Epicardial Fat as a Target for Therapy

Weight loss attained by patients undergoing weight loss programs is accompanied by rapid loss of epicardial fat from their myocardium, the rationality for this finding being, epicardial fat is a direct measure of total visceral adiposity, Reduction in one is bound to affect the other as they are in a close metabolic association [17]. Statins, Ezetimibe and certain anti- diabetic drugs reduce epicardial fat volume, however most dramatic and consistent reduction in epicardial fat volume is achieved by atorvastatin, in comparison to simvastatin, pravastatin and Ezetimibe [21].
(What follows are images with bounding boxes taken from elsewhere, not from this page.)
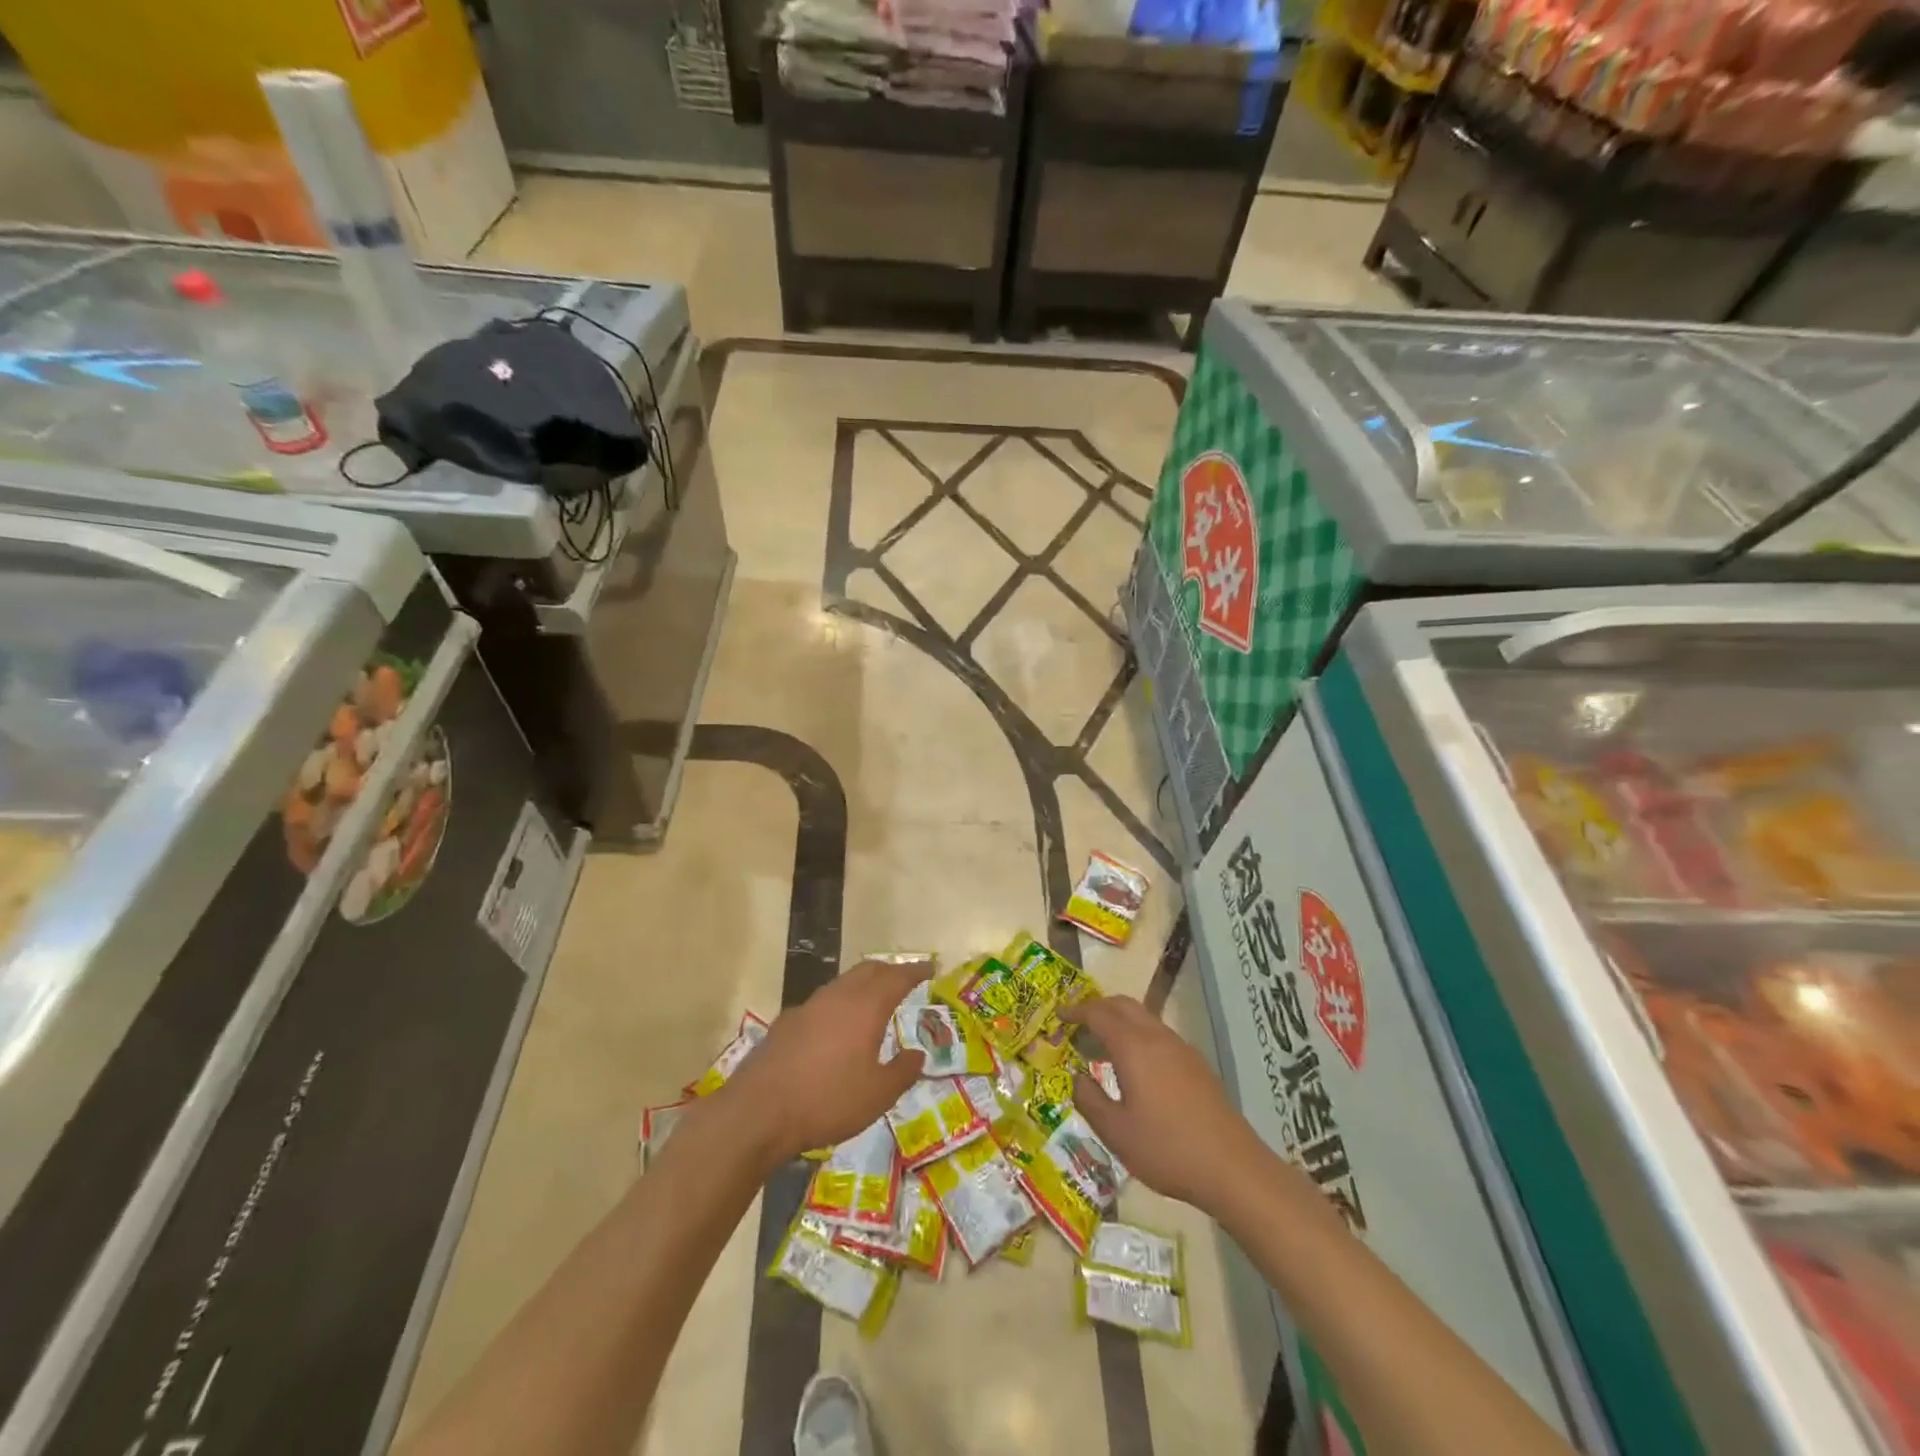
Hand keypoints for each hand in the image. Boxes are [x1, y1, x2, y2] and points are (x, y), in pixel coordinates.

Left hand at [720, 959, 928, 1164]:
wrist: (758, 1112)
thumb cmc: (827, 1101)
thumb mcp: (877, 1095)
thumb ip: (902, 1072)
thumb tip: (917, 1055)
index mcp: (865, 1007)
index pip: (897, 977)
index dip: (915, 971)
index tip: (929, 968)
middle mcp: (837, 997)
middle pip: (868, 971)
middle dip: (889, 971)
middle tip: (904, 979)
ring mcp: (808, 1006)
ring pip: (842, 983)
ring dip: (862, 985)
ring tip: (873, 1000)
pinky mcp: (786, 1022)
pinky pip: (822, 1002)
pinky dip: (838, 1004)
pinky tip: (836, 1027)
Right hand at [1067, 994, 1266, 1213]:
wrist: (1233, 1168)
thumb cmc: (1167, 1149)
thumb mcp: (1116, 1132)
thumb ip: (1089, 1099)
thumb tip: (1076, 1077)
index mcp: (1133, 1047)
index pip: (1098, 1013)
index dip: (1075, 1011)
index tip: (1058, 1016)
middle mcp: (1157, 1037)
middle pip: (1122, 1005)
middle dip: (1097, 1008)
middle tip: (1077, 1025)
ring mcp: (1181, 1048)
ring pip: (1143, 1017)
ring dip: (1119, 1021)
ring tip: (1101, 1046)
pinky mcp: (1196, 1064)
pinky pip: (1158, 1034)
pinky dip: (1137, 1035)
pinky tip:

Anti-diabetic drugs like pioglitazone, glucagon type peptide 1 agonists (liraglutide, exenatide) and dipeptidyl peptidase-4 inhibitors (Sitaglipin) have been found to reduce the volume of epicardial fat as well as the level of proinflammatory and atherogenic markers secreted by the metabolically active epicardial fat tissue [22]. Lastly Human growth hormone therapies also reduce echocardiographically visible epicardial fat thickness [20].


Epicardial fat assessment by echocardiography can serve as a cheap screening tool in developing countries as it is non-invasive, easy to perform, valid and reproducible. This can very well guide modification in life style measures, weight loss programs as well as serve as an assessment tool to measure the response to therapy (both anti-lipidemic and anti-diabetic drugs) and thereby target risk reduction in coronary artery disease.